4. Sécurité et durcissement
La revue de sécurité convient très bien aux compétences parce qu’elle est à la fois checklist-heavy et dépendante du contexte. On veut que l’agent vérifie les limites d’entrée, les secrets, l’authentification, les dépendances, les headers, CORS et les risques d’injection, mais seulement d’une manière pertinente pour le code réel.
Ce n’est pas un remplacement d’une vraie revue sécurité. C’est une façon de capturer les oublis évidents avant la revue humaine.
Ce que cela signifie pour l’ingénierie assistée par IA
Agent Skills pointe vers un changement plus large : le prochain avantage dans le code IA ne viendra pas seulement de modèles plus puissants. Il viendra aussi de meilleurs systèmes d’exploitation autour des modèles.
Le modèle est le moteur de raisonnement. Les compétences sont la mémoire de processus.
Cette distinction compte. Les ingénieurs seniors ne sont pas utiles seulement parce qu’ils peuvent écrire du code. Ils portent du jugement sur le séquencement, le rayon d’impact, les chemins de rollback, les preuves de test, les risques de dépendances, la qualité de revue et les moments où il vaut mieux ne pas toucher au système.
Agent Skills transforme une partie de ce jugement en procédures réutilisables.
C’est pourquoi le projet semble plus important qu’une simple bibliothèque de prompts. Il n’essaie pas de rendre les agents plus éloquents. Il essaie de les rendre plus disciplinés.
Les compromis
Il y a des compromis.
D’abord, les workflows structurés ajoutent de la friction. Pour un changement minuscule d’une ligne, un cycle complet spec-plan-build-review-ship peut être trop lourd. L’important est d’utiliser la bonne compétence pour le niveau de risque.
Ensuite, les compétences dépendent encore du modèle et de sa capacité à suivre les instructions. Elles améliorent le comportement, mais ne le garantissent pas. Il faut toujours des vérifications, des tests et du jugement humain.

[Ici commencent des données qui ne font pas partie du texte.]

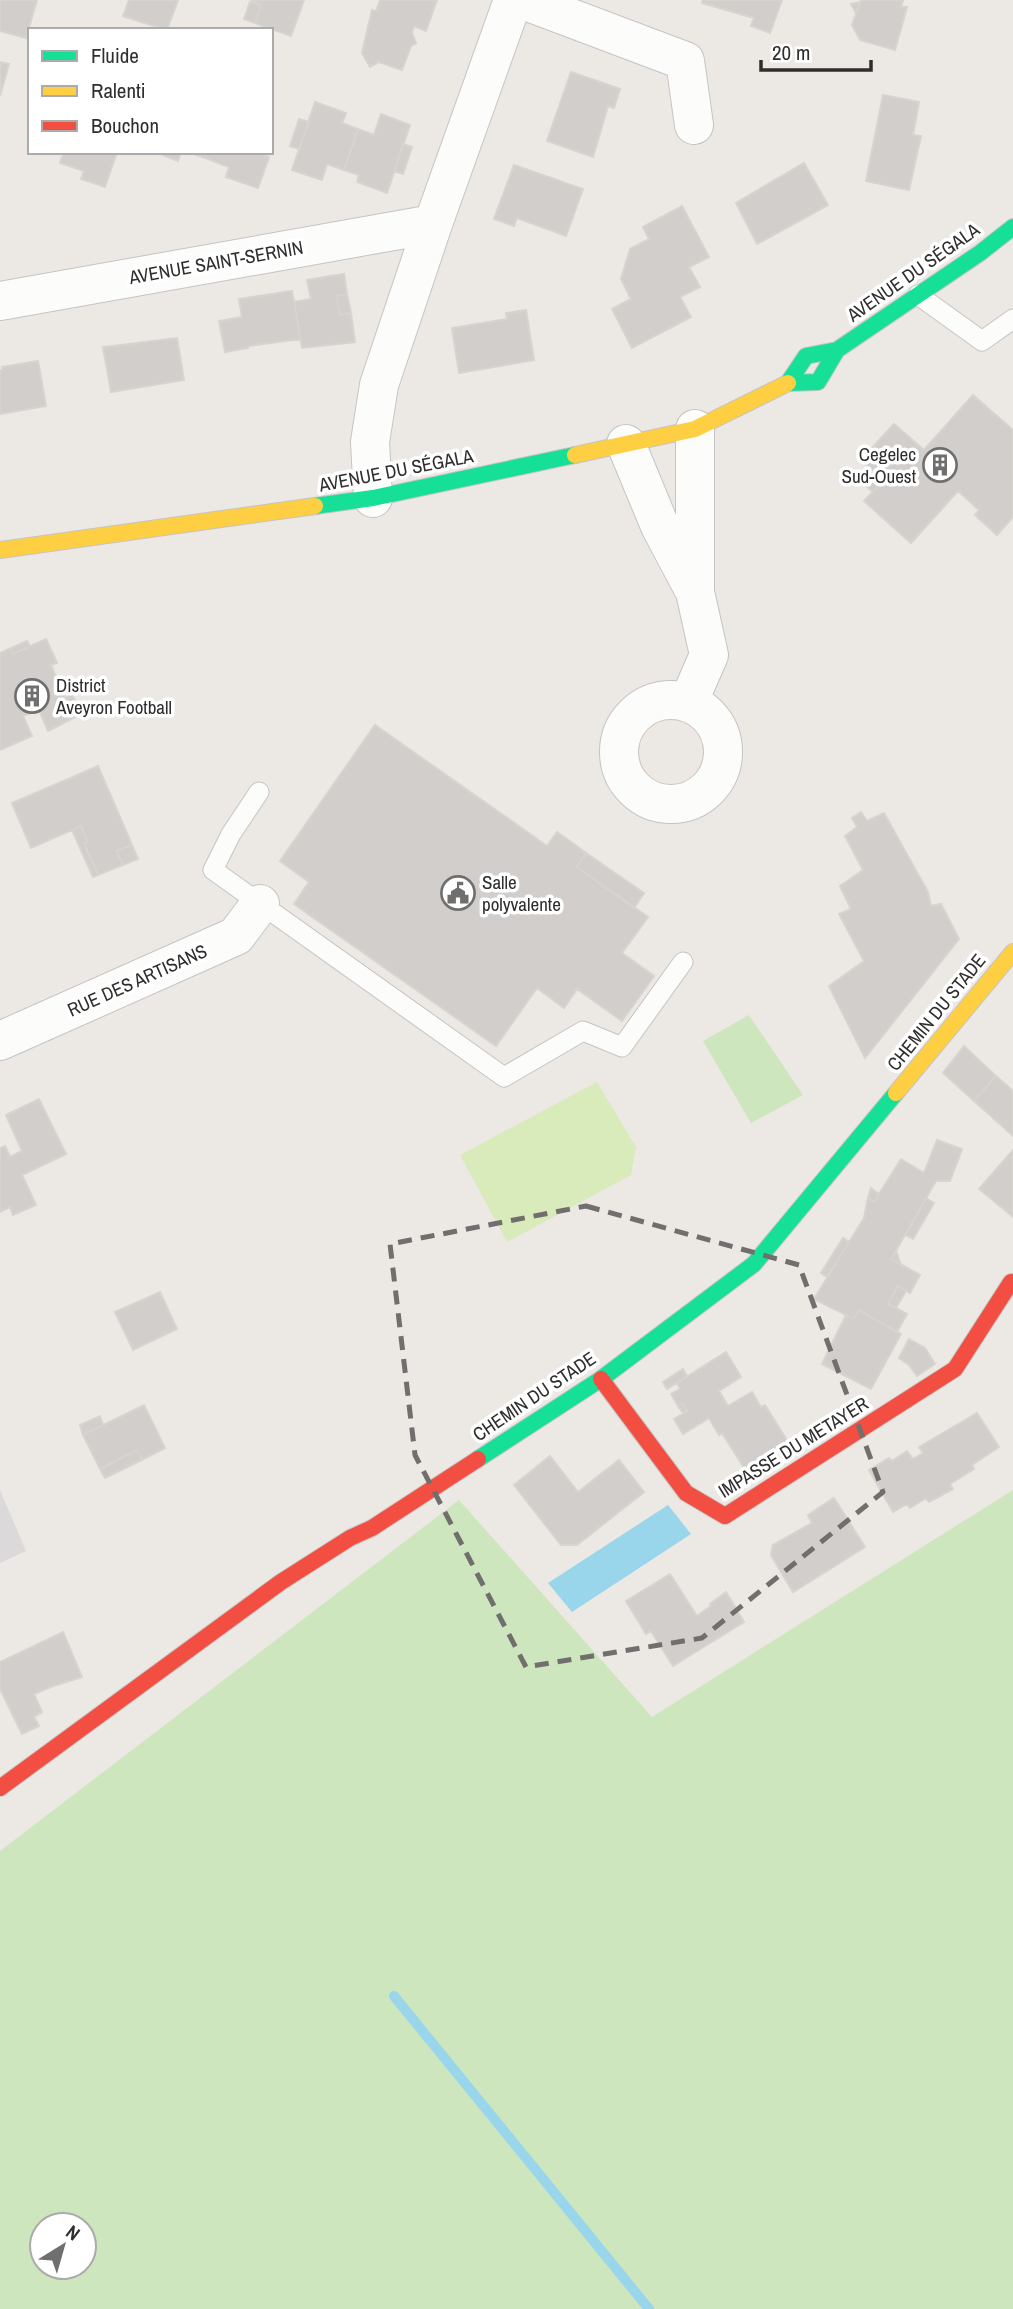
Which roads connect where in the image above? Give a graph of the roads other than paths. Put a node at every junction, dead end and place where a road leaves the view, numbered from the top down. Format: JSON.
{"nodes":[{"id":1,"x":513,"y":0,"type":"edge"},
{"id":2,"x":523,"y":0,"type":"edge"},
{"id":3,"x":694,"y":125,"type":"dead end"},
{"id":4,"x":433,"y":224,"type":"junction"},
{"id":5,"x":1013,"y":227,"type":"edge"},
{"id":6,"x":918,"y":295,"type":"junction"},
{"id":7,"x":0,"y":301,"type":"edge"},
{"id":8,"x":1013,"y":319,"type":"edge"},
{"id":9,"x":837,"y":350,"type":"junction"},
{"id":10,"x":788,"y":383,"type":"junction"},
{"id":11,"x":695,"y":429,"type":"junction"},
{"id":12,"x":626,"y":444,"type":"junction"},
{"id":13,"x":373,"y":498,"type":"junction"},
{"id":14,"x":0,"y":550,"type":"edge"},
{"id":15,"x":695,"y":592,"type":"junction"},
{"id":16,"x":688,"y":703,"type":"dead end"},
{"id":17,"x":260,"y":792,"type":"dead end"},
{"id":18,"x":260,"y":904,"type":"junction"},
{"id":19,"x":1013,"y":952,"type":"edge"},
{"id":20,"x":683,"y":962,"type":"dead end"},
{"id":21,"x":0,"y":1041,"type":"edge"},
{"id":22,"x":1011,"y":1282,"type":"dead end"},
{"id":23,"x":601,"y":1378,"type":"junction"},
{"id":24,"x":0,"y":1788,"type":"edge"}],
"edges":[{"from":1,"to":4,"type":"street"},
{"from":2,"to":3,"type":"street"},
{"from":4,"to":7,"type":"street","name":"AVENUE SAINT-SERNIN"},
{"from":4,"to":13,"type":"street"},
{"from":5,"to":6,"type":"street","name":"AVENUE DU SÉGALA"},
{"from":6,"to":8,"type":"lane"},
{"from":6,"to":9,"type":"street","name":"AVENUE DU SÉGALA"},
{"from":9,"to":10,"type":"street","name":"AVENUE DU SÉGALA"},
{"from":9,"to":10,"type":"street","name":"AVENUE DU SÉGALA"},
{"from":10,"to":11,"type":"street","name":"AVENUE DU SÉGALA"},
{"from":11,"to":12,"type":"street","name":"AVENUE DU SÉGALA"},
{"from":11,"to":15,"type":"street"},
{"from":12,"to":13,"type":"street","name":"AVENUE DU SÉGALA"},
{"from":12,"to":15,"type":"street"},
{"from":13,"to":14,"type":"street","name":"AVENUE DU SÉGALA"},
{"from":15,"to":16,"type":"street"},
{"from":17,"to":18,"type":"lane"},
{"from":18,"to":20,"type":"lane"},
{"from":18,"to":21,"type":"street","name":"RUE DES ARTISANS"},
{"from":19,"to":23,"type":"street","name":"CHEMIN DU STADE"},
{"from":22,"to":23,"type":"street","name":"IMPASSE DU METAYER"},
{"from":23,"to":24,"type":"street","name":"CHEMIN DU STADE"}]}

Enfin, les équipes devront adapter les valeurs par défaut. Un prototype de startup, une plateforme de données santé et un backend financier ne devraient pas partager exactement les mêmes seuils de risque.
Mais ce sont de bons compromis. Un workflow ajustable est meilleur qu’une intuition impossible à inspecter.
Démarrage rapide
Pour Claude Code, le README montre l’installation marketplace :
/plugin marketplace add addyosmani/agent-skills
/plugin install agent-skills@addy-agent-skills
Si le clonage SSH pose problème, le projet documente aussi un chemin HTTPS :
/plugin marketplace add https://github.com/addyosmani/agent-skills.git
/plugin install agent-skills@addy-agent-skills
Pour le développement local :
git clone https://github.com/addyosmani/agent-skills.git
claude --plugin-dir /path/to/agent-skills
Les autres outils ont leurs propres chemins de chargement, mais l’idée reste la même : exposer les fichiers de compétences à l’agent et laisser le workflow pertinent s’activer pour la tâche.
Conclusion
Agent Skills mérite l’attention parce qu’il traite le code IA comme un problème de workflow d’ingénierie, pas seulement comme un problème de capacité modèle.
Les meilleures équipes qui utilisent des agents IA ne seront pas seulement celles qui demandent du code le plus vite. Ce seront celles qui font suivre aux agents la même boucle qualité que les bons ingénieurs utilisent déjà : définir clairement, planifier en petites unités, construire progressivement, vérifier avec des preuves, relire avec exigence et livrer prudemment.
C’est ce que ce dépôt met en paquet.
Pour les codebases sérieux, c’est la direction que les outils d’agents doivent prendre.